[Collected data]
+---+

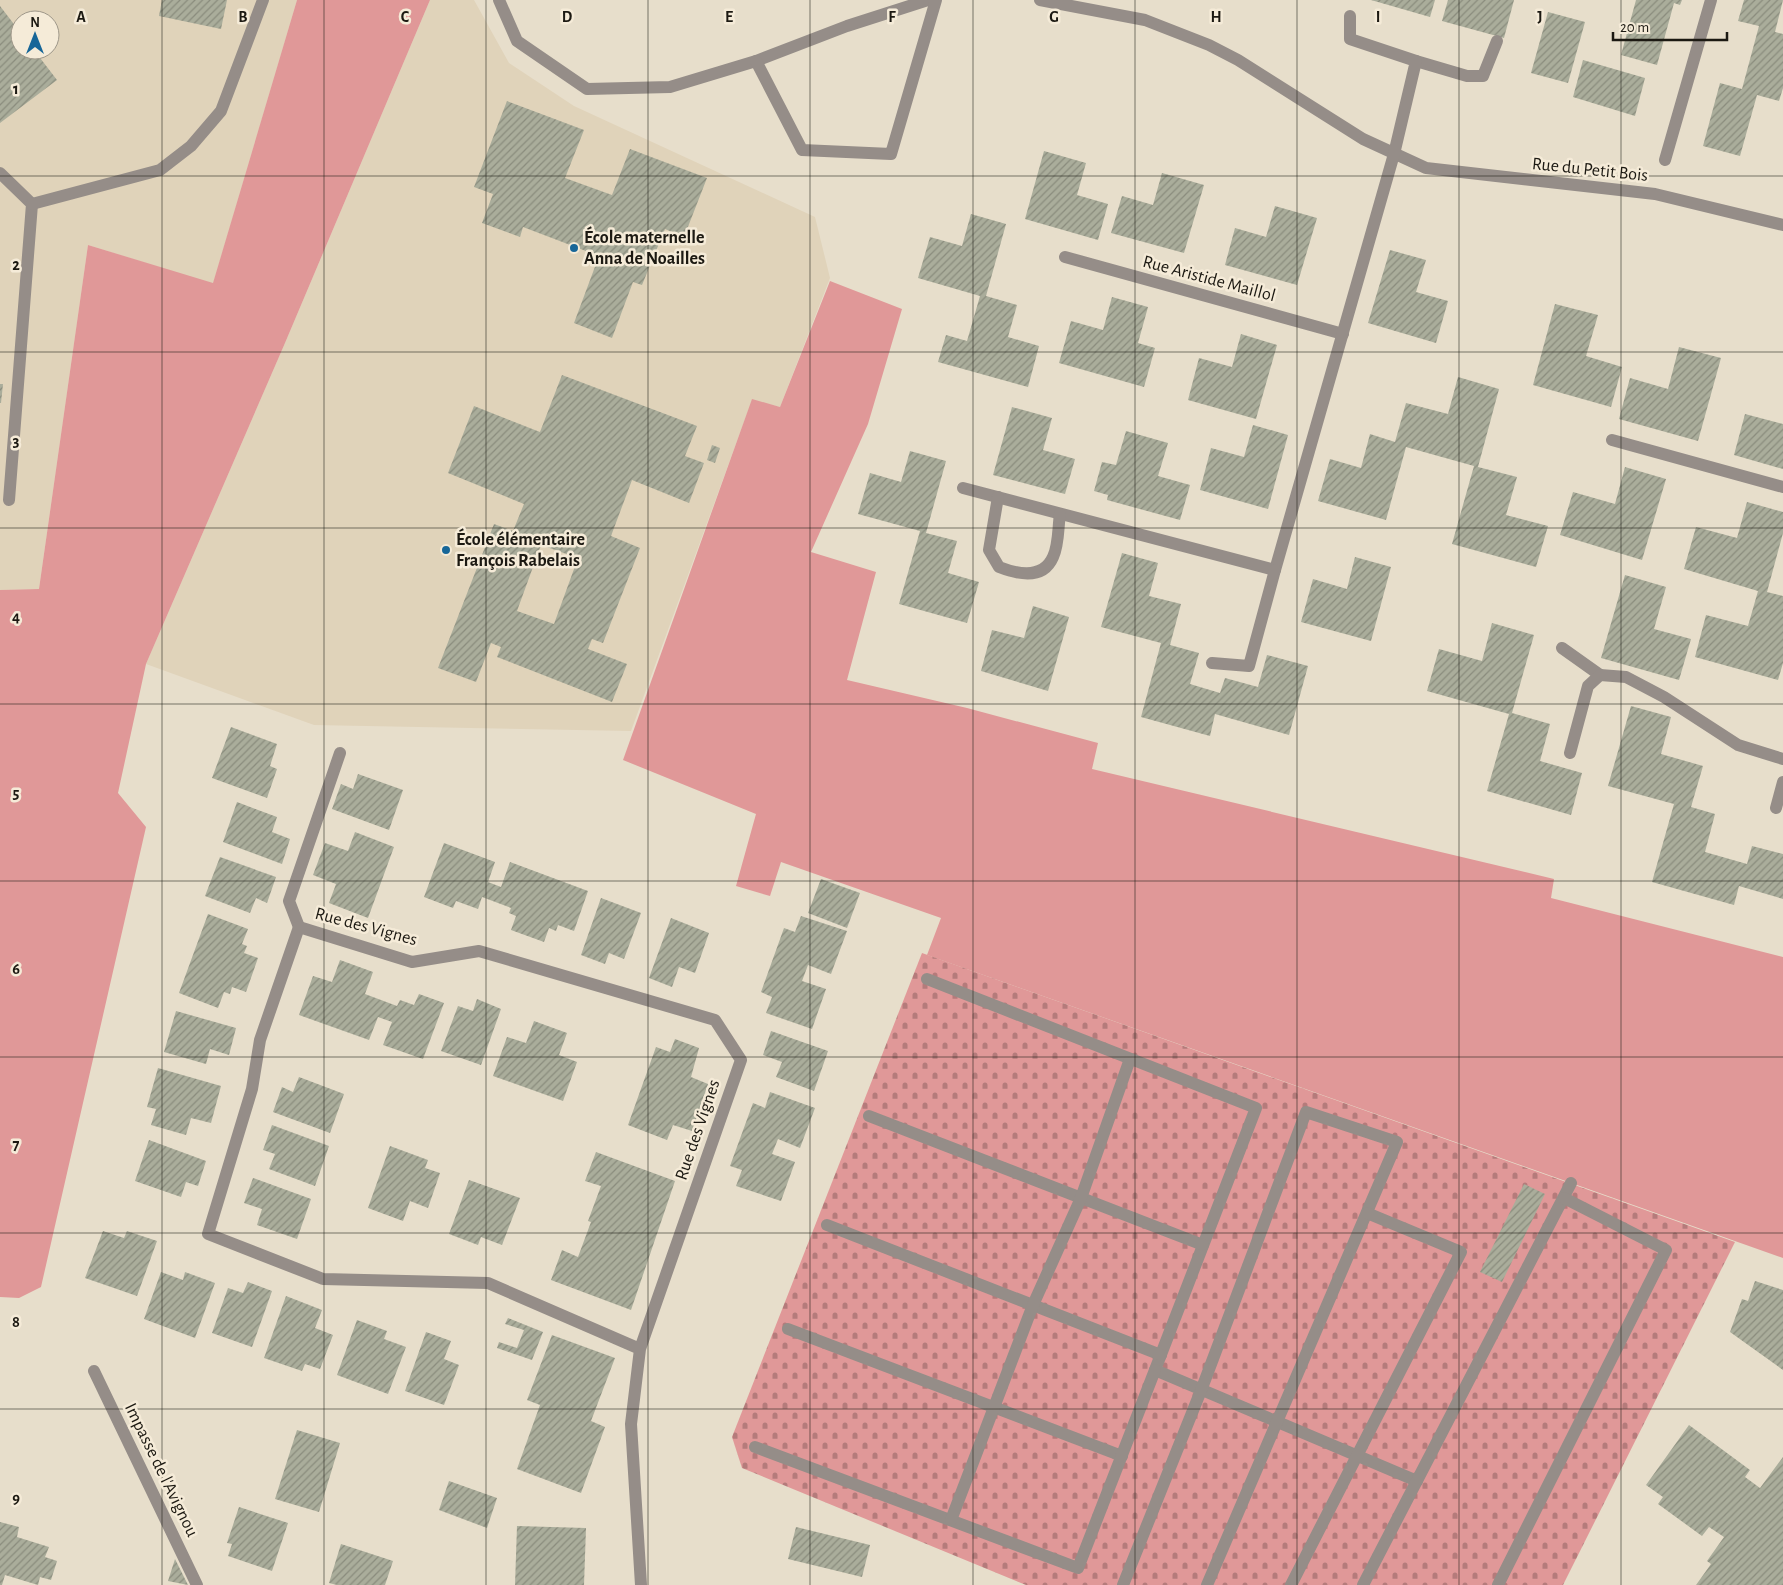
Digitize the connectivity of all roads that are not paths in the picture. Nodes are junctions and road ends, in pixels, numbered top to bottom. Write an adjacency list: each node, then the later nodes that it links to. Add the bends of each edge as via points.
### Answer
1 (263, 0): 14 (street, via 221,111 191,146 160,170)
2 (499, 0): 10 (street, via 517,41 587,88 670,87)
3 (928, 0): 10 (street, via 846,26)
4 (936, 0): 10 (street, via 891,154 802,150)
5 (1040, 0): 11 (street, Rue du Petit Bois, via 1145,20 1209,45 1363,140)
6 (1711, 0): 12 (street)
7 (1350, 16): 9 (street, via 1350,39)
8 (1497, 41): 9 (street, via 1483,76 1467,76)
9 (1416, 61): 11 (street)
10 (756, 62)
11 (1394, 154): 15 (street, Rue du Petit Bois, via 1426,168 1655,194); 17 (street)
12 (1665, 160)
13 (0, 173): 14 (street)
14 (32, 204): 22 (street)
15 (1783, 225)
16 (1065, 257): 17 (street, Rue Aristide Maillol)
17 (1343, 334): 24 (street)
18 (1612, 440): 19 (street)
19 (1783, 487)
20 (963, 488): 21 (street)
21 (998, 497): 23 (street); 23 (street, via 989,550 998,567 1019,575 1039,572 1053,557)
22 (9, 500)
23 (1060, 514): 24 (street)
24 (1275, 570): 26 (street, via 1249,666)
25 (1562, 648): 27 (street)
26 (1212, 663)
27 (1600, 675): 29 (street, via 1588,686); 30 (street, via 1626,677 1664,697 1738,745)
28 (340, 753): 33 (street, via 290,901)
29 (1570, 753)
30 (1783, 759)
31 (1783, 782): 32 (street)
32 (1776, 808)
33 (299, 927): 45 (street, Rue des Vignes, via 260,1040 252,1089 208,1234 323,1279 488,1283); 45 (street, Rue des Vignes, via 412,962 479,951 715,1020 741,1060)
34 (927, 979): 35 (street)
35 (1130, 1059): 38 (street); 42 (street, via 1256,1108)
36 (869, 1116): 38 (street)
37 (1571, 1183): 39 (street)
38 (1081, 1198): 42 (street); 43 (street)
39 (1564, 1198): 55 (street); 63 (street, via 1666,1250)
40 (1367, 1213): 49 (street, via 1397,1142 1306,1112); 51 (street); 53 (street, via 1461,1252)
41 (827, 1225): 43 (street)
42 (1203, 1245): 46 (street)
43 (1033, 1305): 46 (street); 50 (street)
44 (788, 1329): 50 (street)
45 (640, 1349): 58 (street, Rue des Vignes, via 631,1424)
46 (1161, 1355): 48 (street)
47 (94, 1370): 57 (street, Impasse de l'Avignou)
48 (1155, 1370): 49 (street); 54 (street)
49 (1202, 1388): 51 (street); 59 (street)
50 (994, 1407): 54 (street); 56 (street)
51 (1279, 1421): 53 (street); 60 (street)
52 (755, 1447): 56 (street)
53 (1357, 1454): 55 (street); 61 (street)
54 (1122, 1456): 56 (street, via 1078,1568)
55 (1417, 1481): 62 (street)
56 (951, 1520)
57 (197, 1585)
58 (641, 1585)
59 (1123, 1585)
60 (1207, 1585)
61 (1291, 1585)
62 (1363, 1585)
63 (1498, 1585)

+---+

- **TASK OBJECTIVE**
When you reproduce the entries above, keep every word exact and leave the images out.

- **ANSWER BOX**
Digitize the connectivity of all roads that are not paths in the picture. Nodes are junctions and road ends, in pixels, numbered top to bottom. Write an adjacency list: each node, then the later nodes that it links to. Add the bends of each edge as via points.
### Answer
1 (263, 0): 14 (street, via 221,111 191,146 160,170)
2 (499, 0): 10 (street, via 517,41 587,88 670,87)
3 (928, 0): 10 (street, via 846,26)
4 (936, 0): 10 (street, via 891,154 802,150)
5 (1040, 0): 11 (street, Rue du Petit Bois, via 1145,20 1209,45 1363,140)
6 (1711, 0): 12 (street)
7 (1350, 16): 9 (street, via 1350,39)
8 (1497, 41): 9 (street, via 1483,76 1467,76)
9 (1416, 61): 11 (street)
10 (756, 62)
11 (1394, 154): 15 (street, Rue du Petit Bois, via 1426,168 1655,194); 17 (street)
12 (1665, 160)
13 (0, 173): 14 (street)
14 (32, 204): 22 (street)
15 (1783, 225)
16 (1065, 257): 17 (street, Rue Aristide Maillol)
17 (1343, 334): 24 (street)
18 (1612, 440): 19 (street)
19 (1783, 487)
20 (963, 488): 21 (street)
21 (998, 497): 23 (street); 23 (street, via 989,550 998,567 1019,575 1039,572 1053,557)
22 (9, 500)
23 (1060, 514): 24 (street)
24 (1275, 570): 26 (street, via 1249,666)
25 (1562, 648): 27 (street)
26 (1212, 663)
27 (1600, 675): 29 (street, via 1588,686); 30 (street, via 1626,677 1664,697 1738,745)
28 (340, 753): 33 (street, via 290,901)
29 (1570, 753)
30 (1783, 759)
31 (1783, 782): 32 (street)
32 (1776, 808)
33 (299, 927): 45 (street, Rue des Vignes, via 260,1040 252,1089 208,1234 323,1279 488,1283); 45 (street, Rue des Vignes, via 412,962 479,951 715,1020 741,1060)
34 (927, 979): 35 (street)
35 (1130, 1059): 38 (street); 42 (street, via 1256,1108)
36 (869, 1116): 38 (street)
37 (1571, 1183): 39 (street)
38 (1081, 1198): 42 (street); 43 (street)
39 (1564, 1198): 55 (street); 63 (street, via 1666,1250)
40 (1367, 1213): 49 (street, via 1397,1142 1306,1112); 51 (street); 53 (street, via 1461,1252)
41 (827, 1225): 43 (street)
42 (1203, 1245): 46 (street)
43 (1033, 1305): 46 (street); 50 (street)
44 (788, 1329): 50 (street)
45 (640, 1349): 58 (street, Rue des Vignes, via 631,1424)
46 (1161, 1355): 48 (street)
47 (94, 1370): 57 (street, Impasse de l'Avignou)
48 (1155, 1370): 49 (street); 54 (street)
49 (1202, 1388): 51 (street); 59 (street)
50 (994, 1407): 54 (street); 56 (street)
51 (1279, 1421): 53 (street); 60 (street)
52 (755, 1447): 56 (street)
53 (1357, 1454): 55 (street); 61 (street)
54 (1122, 1456): 56 (street, via 1078,1568)
55 (1417, 1481): 62 (street)
56 (951, 1520)
57 (197, 1585)
58 (641, 1585)
59 (1123, 1585)
60 (1207, 1585)
61 (1291, 1585)
62 (1363, 1585)
63 (1498, 1585)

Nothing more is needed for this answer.